She left St. Pierre on the tenth of May, Prince Edward Island bound,
For the winter's done, and there's very little rum in the harbours and the towns,
And the fishermen watch for the ‘dirty sail' as they trawl on Tracadie Bay,
And they give a great shout when then finally pick her out,
"Nellie Banks is on her way!"
There's Captain Lillington at the helm, he comes from Newfoundland,
With a bottle of brandy always on the deck, and an extra case on hand.

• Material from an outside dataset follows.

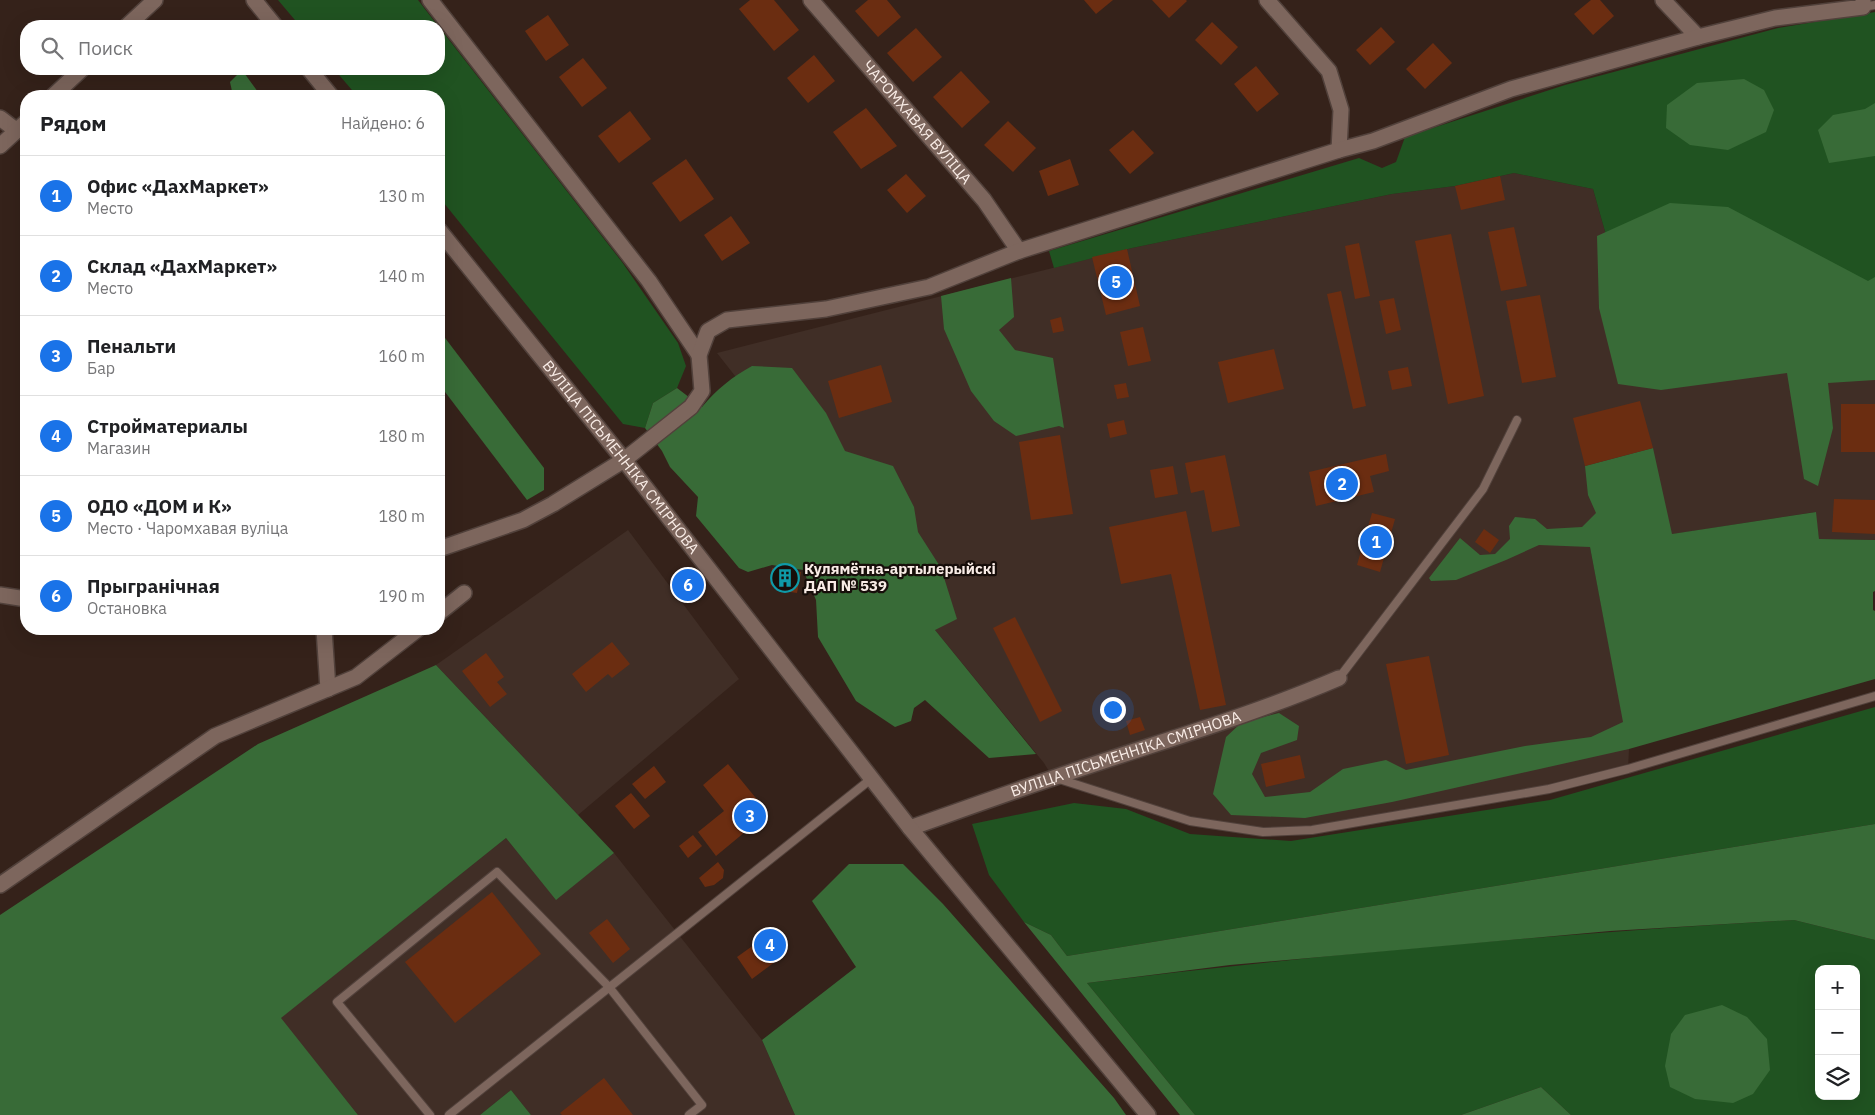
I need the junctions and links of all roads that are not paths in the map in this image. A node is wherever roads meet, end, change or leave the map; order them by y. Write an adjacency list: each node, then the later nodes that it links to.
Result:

He's drunk, and he holds a leeward stance, but he sails the schooner true,
And the government cutters quickly fall astern
When he shows what the ‘Banks' can do.
There's rum in the hold of the Nellie J. Banks, Prince Edward Island bound,
Late on the night when the moon don't shine, you'll find her off Georgetown.
Well the government cutters, they hug the shore with glass upon ‘Rum Row',
For they know Nellie Banks is out upon the bay, and a runner is sure to show,
And Lillington keeps her four miles out, for the boundary it is three,
But late in the night with the cutters out of sight,
She slips into a lee.
On an August night by the pale moonlight with the ‘Banks' off Short Point shore,
A shot rang out, and a man began to shout "Heave to, or we'll fire more!"
And the morning light saw a terrible sight as the ‘Banks' was towed away
No more would the Nellie J. Banks run rum,
No more would the fishermen say...
Yes, there's rum in the hold of the Nellie J. Banks, we saw her sail today.
You'll find her on the night when the moon don't shine three miles off Tracadie Bay.